IGN.com TheOneRing.net Newbie Guide
Lord of the Rings Tolkien
Search Tolkien
Lord of the Rings Movie News - J.R.R. Tolkien Lord of the Rings Movie News - J.R.R. Tolkien
Lord of the Rings - J.R.R. Tolkien

Lord of the Rings Movie News - J.R.R. Tolkien
Links
Home
The Movies
Spy Reports
Features
Barlimans
Discussion
Main
Reading Room
Movie Discussion
The Arena
Gaming
Feedback
Fan Section
Gaming Havens
Green Books
Community
Shop
Newbie Guide
Archives
Site Info
TBHL

<<< - << Prev | Reading Room | Next >> - >>>
Message Thread - Collate Replies - Post a Reply - FAQ

Nick: squire (Registered User)
Date/Time: Tue, 4/4/2006 at 6:41 EDT (Tue, 4/4/2006 at 6:41 AST)
Browser/OS: Netscape Navigator V4.0 Custom using R1 1.5)
Subject:
**JRRT Encyclopedia: The East & The South**: The East as a Place in Tolkien
Message:

OK, let’s get scholarly.

Tolkien treats The East as both a place and a direction in his Middle-earth tales. The more prosaic sense, that of direction, is actually the more interesting because of the symbolism he seems to invest in it. Today we’ll look a bit at The East as a place, as real lands with peoples. Tomorrow we’ll look into the symbolism.

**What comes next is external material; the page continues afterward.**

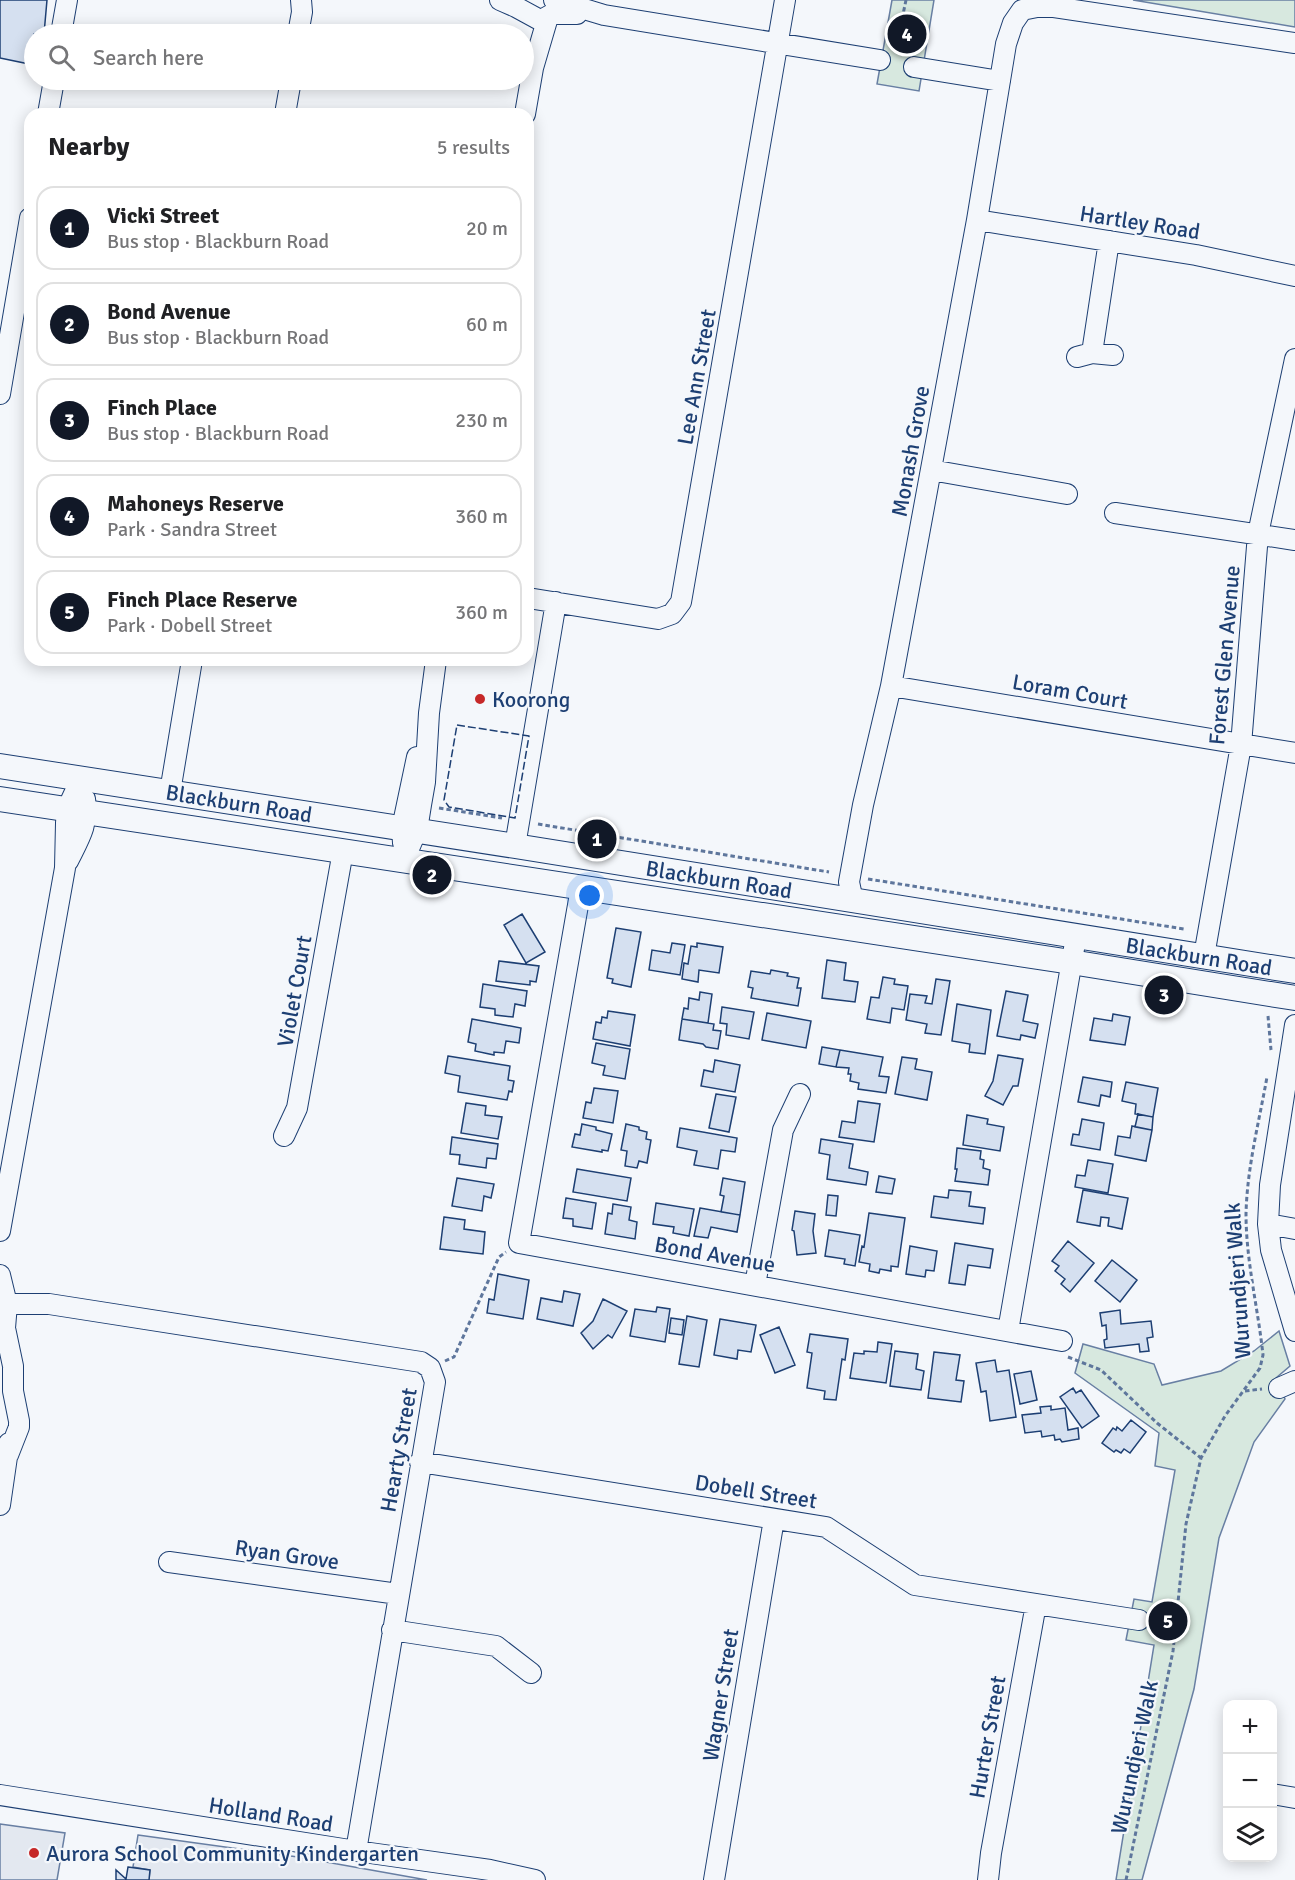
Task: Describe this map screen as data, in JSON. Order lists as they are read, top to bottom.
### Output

1. The Geography across all Three Books. “The East: Location, explanation, discussion, and symbolism”, that was the assignment. Surely we can answer the first item: The location of The East is . . .  in the east!. Hah, that was easy!

OK, “explanation” is next. As I wrapped up my research in August, I prepared an outline of my article to help me get started in writing it. The following excerpt is the first two and a half sections, intended to explain what the place “The East” literally was in Tolkien.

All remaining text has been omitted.